À l'heure où le Service de police de la Ville de Montréal est durement critiqué pour sa répression à l'endroit des cyclistes, une équipe de La Presse a accompagné deux policières à vélo durant leur quart de travail.

7h50 à l'angle des rues Brébeuf et Gilford. Les patrouilleuses à vélo Nathalie Valois et Julie Boisvert guettent la piste cyclable qui a des airs d'autoroute en cette heure de pointe. L'agente Valois hèle un cycliste. Son délit: rouler avec des écouteurs. 56$ d'amende.

C'est là une des interventions classiques des policiers à vélo, qui sont aussi conseillers à la sécurité routière. Omettre de s'immobiliser aux feux rouges et aux arrêts sont les autres offenses qui valent le plus souvent des contraventions aux cyclistes.

Le grand patron du Service de police de la Ville de Montréal (SPVM), Marc Parent, s'est récemment défendu en entrevue avec Le Devoir d'avoir lancé une chasse aux cyclistes au début de l'été. Une équipe de La Presse a accompagné des policières à vélo durant leur quart de travail.

D'entrée de jeu, la police a justifié l'augmentation de la répression par le lourd bilan routier. «Il y a déjà 3 morts cet été, ce qui est préoccupant», estime Nathalie Valois. On dénombre en moyenne chaque année entre 2 et 5 pertes de vie à vélo à Montréal, sans compter les blessés. En 2012, 27 cyclistes avaient subi des blessures graves sur les 712 blessés rapportés.

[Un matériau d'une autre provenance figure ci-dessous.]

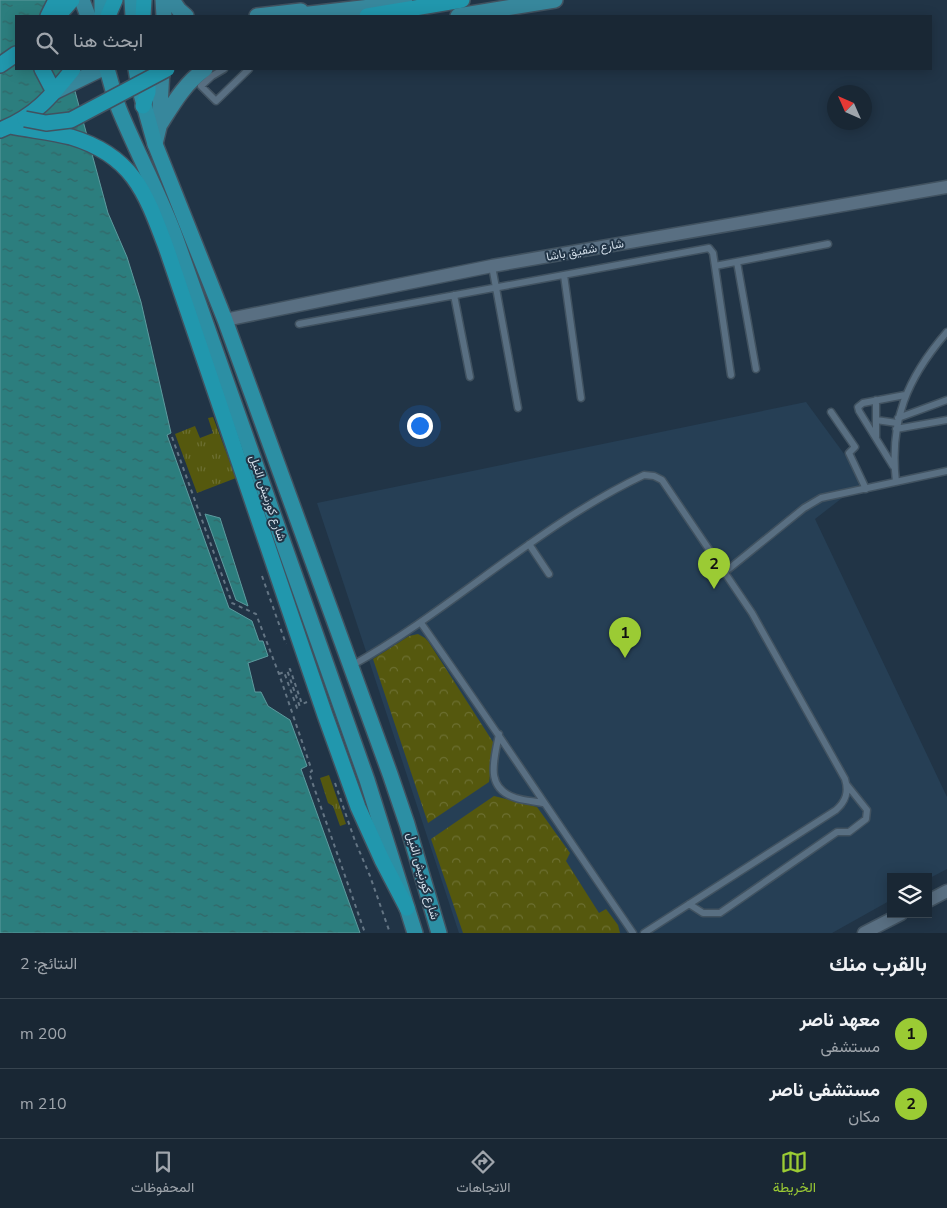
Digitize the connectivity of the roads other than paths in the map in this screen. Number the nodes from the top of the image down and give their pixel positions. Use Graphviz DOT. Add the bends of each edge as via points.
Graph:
graph roads {
  1 [pos="56,0"];
  2 [pos="72,0"];
  3 [pos="82,0"];
  4 [pos="102,0"];
  5 [pos="115,0"];
  6 [pos="132,0"];
  7 [pos="144,0"];
  8 [pos="163,0"];
  9 [pos="172,0"];
  10 [pos="367,0"];
  11 [pos="424,0"];
  12 [pos="462,0"];
  13 [pos="555,0"];
  14 [pos="48,15"];
  15 [pos="59,15"];
  16 [pos="88,15"];
  17 [pos="102,15"];
  18 [pos="108,15"];
  19 [pos="133,15"];
  20 [pos="144,15"];
  21 [pos="164,15"];
  22 [pos="185,15"];
  23 [pos="264,15"];
  24 [pos="300,15"];
  25 [pos="372,15"];
  26 [pos="464,15"];
  27 [pos="15,55"];
  28 [pos="0,64"];
  29 [pos="43,70"];
  30 [pos="72,70"];
  31 [pos="98,70"];
  32 [pos="107,70"];
  33 [pos="136,70"];
  34 [pos="148,70"];
  35 [pos="162,70"];
  36 [pos="165,70"];
  37 [pos="204,70"];
  38 [pos="222,70"];
  39 [pos="248,70"];
  40 [pos="54,92"];
  41 [pos="143,106"];
  42 [pos="25,119"];
  43 [pos="159,127"];
  44 [pos="5,128"];
  45 [pos="155,144"];
  46 [pos="947,187"];
  47 [pos="828,244"];
  48 [pos="737,262"];
  49 [pos="492,266"];
  50 [pos="715,266"];
  51 [pos="564,275"];
  52 [pos="496,288"];
  53 [pos="454,295"];
  54 [pos="225,320"];
  55 [pos="299,324"];
  56 [pos="947,332"];
  57 [pos="756,370"];
  58 [pos="731,375"];
  59 [pos="470,377"];
  60 [pos="905,395"];
  61 [pos="581,398"];
  62 [pos="876,400"];
  63 [pos="947,400"];
  64 [pos="518,408"];
  65 [pos="831,412"];
  66 [pos="876,420"];
  67 [pos="947,420"];
  68 [pos="897,423"];
  69 [pos="876,438"];
  70 [pos="894,467"];
  71 [pos="947,472"];
  72 [pos="896,482"];
  73 [pos="866,488"];
  74 [pos="528,544"];
  75 [pos="725,572"];
  76 [pos="549,574"];
  77 [pos="421,623"];
  78 [pos="350,666"];
  79 [pos="499,734"];
  80 [pos="390,774"];
  81 [pos="367,780"];
  82 [pos="847,785"];
  83 [pos="543,803"];
  84 [pos="407,824"];
  85 [pos="383,831"];
  86 [pos="947,891"];
  87 [pos="932,899"];
  88 [pos="689,904"];
  89 [pos="407,908"];
  90 [pos="893,918"];
  91 [pos="415,933"];
  92 [pos="439,933"];
  93 [pos="633,933"];
  94 [pos="644,933"];
  95 [pos="864,933"];
  1 -- 14 [label="highway"];
  2 -- 15 [label="highway"];
  3 -- 16 [label="main road"];
  4 -- 17 [label="highway"];
  5 -- 18 [label="highway"];
  6 -- 19 [label="highway"];
  7 -- 20 [label="highway"];
  8 -- 21 [label="main road"];
  9 -- 22 [label="main road"];
  10 -- 23 [label="main road"];
  11 -- 24 [label="main road"];
  12 -- 25 [label="highway"];
  13 -- 26 [label="main road"];
  27 -- 28 [label="highway"];
  29 -- 40 [label="highway"];
  30 -- 40 [label="highway"];
  31 -- 40 [label="main road"];
  32 -- 81 [label="highway, شارع كورنيش النيل" via="136,149 176,239"];
  33 -- 41 [label="highway, شارع كورنيش النيل"];
  34 -- 41 [label="highway" via="148,92"];
  35 -- 43 [label="main road"];
  36 -- 42 [label="highway, bridge" via="71,120 46,123"];
  37 -- 43 [label="main road" via="190,80"];
  38 -- 39 [label="lane" via="201,86 216,101"];
  40 -- 42 [label="highway"];
  41 -- 45 [label="highway, شارع كورنيش النيل"];
  42 -- 44 [label="highway"];
  43 -- 45 [label="main road"];
  44 -- 89 [label="highway" via="70,137 99,147 125,166 145,196 167,250 358,807"];
  45 -- 54 [label="highway, شارع كورنيش النيل"];
  46 -- 49 [label="street, شارع شفيق باشا"];
  47 -- 48 [label="lane"];
  48 -- 50 [label="lane"];
  48 -- 57 [label="lane"];
  49 -- 52 [label="lane"];
  49 -- 54 [label="street, شارع شفيق باشا"];
  50 -- 51 [label="lane" via="709,248"];
  50 -- 58 [label="lane"];
  51 -- 52 [label="lane"];
  51 -- 61 [label="lane"];
  52 -- 53 [label="lane"];
  52 -- 64 [label="lane"];
  53 -- 55 [label="lane"];
  53 -- 59 [label="lane"];
  54 -- 78 [label="highway, شارع كورنيش النيل"];
  56 -- 60 [label="lane"];
  60 -- 62 [label="lane"];
  60 -- 68 [label="lane"];
  62 -- 66 [label="lane"];
  62 -- 69 [label="lane" via="858,407"];
  63 -- 68 [label="lane"];
  65 -- 73 [label="lane" via="855,446 849,453"];
  66 -- 68 [label="lane"];
  66 -- 69 [label="lane"];
  67 -- 68 [label="lane"];
  68 -- 70 [label="lane"];
  69 -- 70 [label="lane"];
  70 -- 72 [label="lane"];
  71 -- 72 [label="lane"];
  72 -- 73 [label="lane"];
  73 -- 75 [label="lane" via="815,501"];
  74 -- 75 [label="lane" via="644,475 654,476 662,480"];
  74 -- 76 [label="lane"];
  74 -- 77 [label="lane"];
  75 -- 82 [label="lane" via="752,613"];
  77 -- 78 [label="lane"];
  77 -- 79 [label="lane"];
  78 -- 80 [label="highway, شارع كورنيش النيل"];
  79 -- 83 [label="lane"];
  79 -- 83 [label="lane" via="493,765 497,784 515,798"];
  80 -- 81 [label="highway" via="377,784"];
  80 -- 84 [label="highway, شارع كورنيش النيل"];
  81 -- 85 [label="highway, شارع كورنيش النيل"];
  82 -- 88 [label="lane" via="845,800 836,810"];
  82 -- 88 [label="lane" via="868,810 866,819 849,832 837,832 720,913 703,913"];
  83 -- 93 [label="lane"];
  84 -- 85 [label="highway" via="396,821"];
  84 -- 92 [label="highway, شارع كورنيش النيل"];
  85 -- 89 [label="highway, شارع كورنيش النيل"];
  86 -- 87 [label="street"];
  88 -- 94 [label="lane"];
  89 -- 91 [label="highway, شارع كورنيش النيل"];
  90 -- 95 [label="street"];
}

Ce bilan demeure cependant stable depuis cinq ans, malgré l'augmentation considérable du nombre de cyclistes année après année, explique le SPVM. Une étude de Vélo Québec publiée en 2010 estimait à 900 000 le nombre de cyclistes à Montréal.

Les manifestations étudiantes de l'an dernier, qui ont tenu les policiers débordés à l'écart des pistes cyclables, contribuent aussi à donner l'impression que la répression envers les cyclistes atteint désormais un sommet, commente l'agente Valois.

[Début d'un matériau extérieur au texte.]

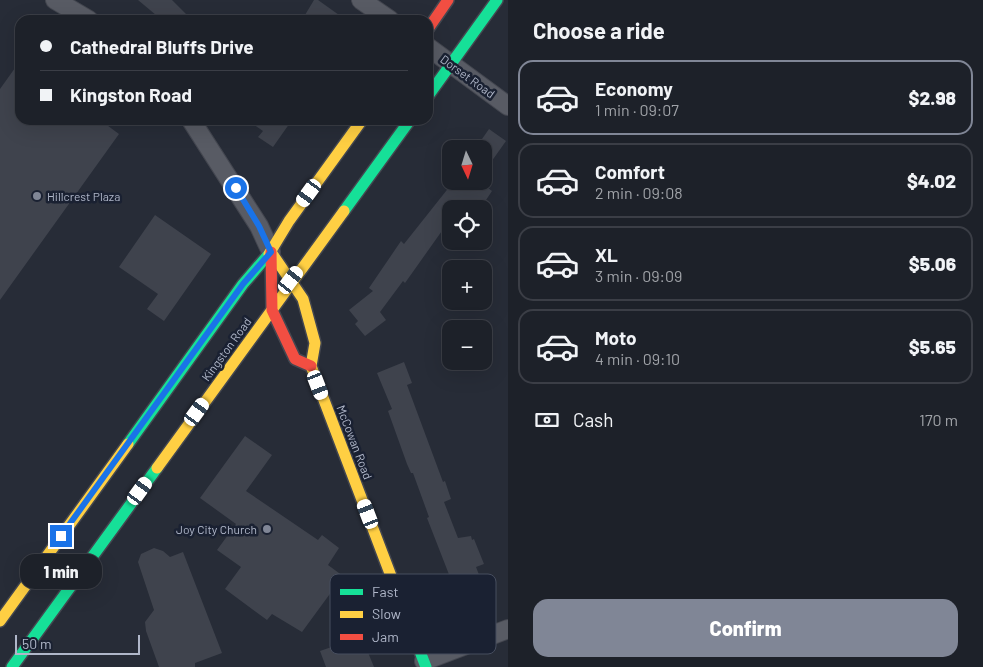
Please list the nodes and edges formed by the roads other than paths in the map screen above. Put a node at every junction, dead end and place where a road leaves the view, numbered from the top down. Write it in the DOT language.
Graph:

Résultat: les cyclistes sont nombreux à pester contre la situation. Comme ce jeune homme croisé durant notre ronde avec les policières. «J'ai reçu trois points d'inaptitude pour avoir brûlé un feu rouge l'autre jour, c'est de l'acharnement», déplore Frédérik Nissen.

«On a le devoir d'appliquer la loi», répliquent comme un mantra les policières à vélo, imperméables aux insultes et aux doléances des cyclistes en quête d'une deuxième chance.

L'agente Valois estime que pour chaque constat donné à un cycliste, il y en a 98 émis à des automobilistes.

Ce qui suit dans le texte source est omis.